Book review: Understand distributed systems

August 17, 2022 Utsav

In today's post, I will talk the book, Understanding Distributed Systems by Roberto Vitillo, and why it should be the first book you read on distributed systems or systems design in general.

I often find that most books dive right into the heart of some complex topics around distributed systems, which can overwhelm you if you aren't experienced enough. A common book that people read is DDIA by Martin Klepmann. While the "red book" is an amazing book in its own right, the concepts are too advanced for someone new to distributed systems. Advanced consistency models and quorum algorithms for distributed transactions can be overwhelming even for folks who have worked in the field for a while.

This book bridges that gap between "I've never worked outside a monolithic application" and "I am quite seasoned at scalable systems" perfectly. It is simple and concise enough that you can finish the whole book on a flight from Seattle to New York, but at the same time, it also provides a wealth of information that you can not only digest easily, but also use as a stepping stone to build upon with other, more advanced books.

Understand Distributed Systems is divided into 5 parts: Communication, Coordination, Scalability, Resiliency and Testing. I love this ordering because this is almost the exact order you follow when creating a new, distributed application.
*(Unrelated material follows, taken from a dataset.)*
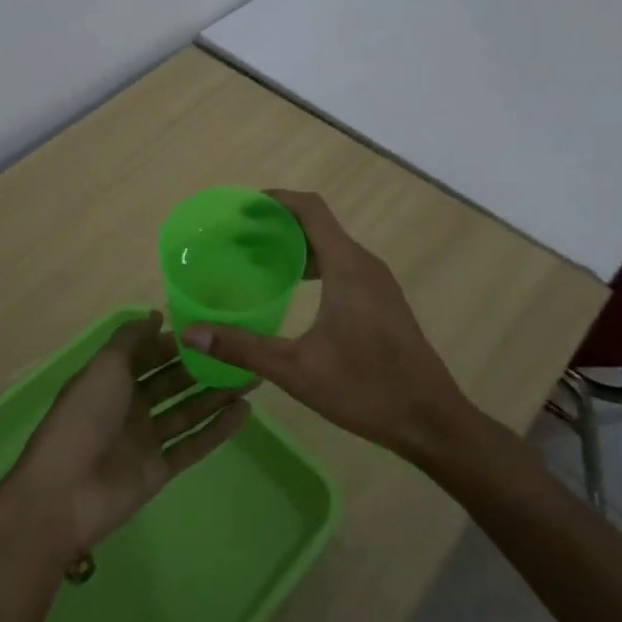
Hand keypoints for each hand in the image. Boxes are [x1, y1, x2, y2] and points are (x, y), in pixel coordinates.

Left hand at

The first step is to understand how distributed systems work, or why we even need them. At a very basic level, they are essentially a set of geographically separated nodes that are geographically responsible for sharing information over the network. So it is critical to understand how communication over a network works -- what the network stack is and what happens at each level. Once you understand that, you can start building systems that communicate effectively over a network.

However, as you add more and more nodes to your system, you need to coordinate that communication. And that is exactly what part 2 is about. In this section, the author explains how you detect failures in your system, how you handle replication, algorithms for selecting the primary nodes, various consensus algorithms and finally how you can perform transactions over a distributed system, which builds to the third part of the book: scalability.
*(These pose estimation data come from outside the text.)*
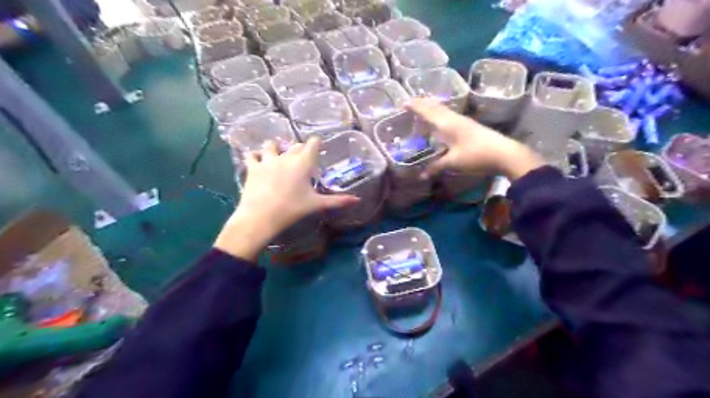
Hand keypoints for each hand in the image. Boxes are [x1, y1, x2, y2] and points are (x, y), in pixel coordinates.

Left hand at [213, 137, 357, 260]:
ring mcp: (268, 160)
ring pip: (271, 145)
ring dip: (276, 148)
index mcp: (303, 163)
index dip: (316, 142)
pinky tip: (258, 161)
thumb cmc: (292, 209)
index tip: (318, 147)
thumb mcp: (316, 204)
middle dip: (300, 149)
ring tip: (278, 156)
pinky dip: (256, 156)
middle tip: (302, 160)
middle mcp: (286, 156)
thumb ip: (338, 200)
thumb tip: (357, 200)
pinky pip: (252, 154)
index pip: (312, 143)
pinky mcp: (253, 167)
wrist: (261, 216)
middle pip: (295, 145)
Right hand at [405, 98, 544, 178]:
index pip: (427, 112)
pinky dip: (440, 115)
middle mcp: (454, 119)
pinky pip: (449, 116)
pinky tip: (442, 120)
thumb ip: (436, 167)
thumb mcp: (453, 162)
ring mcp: (463, 121)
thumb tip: (421, 176)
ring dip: (432, 108)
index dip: (415, 107)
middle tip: (411, 102)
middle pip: (436, 108)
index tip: (403, 102)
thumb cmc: (476, 155)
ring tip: (423, 107)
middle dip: (422, 104)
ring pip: (444, 111)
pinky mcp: (470, 126)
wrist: (504, 153)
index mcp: (447, 124)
This is arguably the most important part of building a distributed system -- to handle scale. In this section, the author talks about patterns to achieving scalability. Things like microservices, APIs, messaging, partitioning, replication, caching and load balancing. However, a distributed system that can handle scalability unreliably isn't any good. It needs to do so reliably. And that is the fourth section of this book - resiliency.

In this section, the author talks about single points of failure, circuit breakers, retry patterns, rate-limiting and much more -- basically what we refer to as upstream and downstream resiliency.
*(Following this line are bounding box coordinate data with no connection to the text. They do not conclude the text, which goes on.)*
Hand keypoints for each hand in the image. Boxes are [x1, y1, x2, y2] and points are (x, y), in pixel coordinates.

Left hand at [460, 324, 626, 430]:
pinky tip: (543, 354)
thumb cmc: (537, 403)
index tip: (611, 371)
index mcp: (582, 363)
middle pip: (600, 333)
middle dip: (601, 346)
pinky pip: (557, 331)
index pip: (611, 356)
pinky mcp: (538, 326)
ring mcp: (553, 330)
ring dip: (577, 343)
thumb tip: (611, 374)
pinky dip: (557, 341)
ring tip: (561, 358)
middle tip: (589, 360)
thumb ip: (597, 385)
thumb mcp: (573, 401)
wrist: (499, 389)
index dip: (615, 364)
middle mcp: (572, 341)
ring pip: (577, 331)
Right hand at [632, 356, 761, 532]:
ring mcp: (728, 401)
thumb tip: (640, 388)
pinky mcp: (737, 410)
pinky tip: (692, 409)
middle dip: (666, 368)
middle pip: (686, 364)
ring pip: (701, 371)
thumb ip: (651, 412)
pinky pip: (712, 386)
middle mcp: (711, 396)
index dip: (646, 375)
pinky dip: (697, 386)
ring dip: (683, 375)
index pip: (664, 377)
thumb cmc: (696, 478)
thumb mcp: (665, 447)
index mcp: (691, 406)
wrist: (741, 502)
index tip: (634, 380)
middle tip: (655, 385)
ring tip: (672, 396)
And finally, the last part of this book is all about testing and operations where you learn about how testing is different for distributed applications, and also about continuous integration and delivery as well as monitoring, which is critical for distributed applications.

All-in-all, this is an amazing book. It gives you just enough information where you get decent idea about what the distributed systems world is all about, and just enough information that you can use to build your knowledge in the field. I highly recommend this book.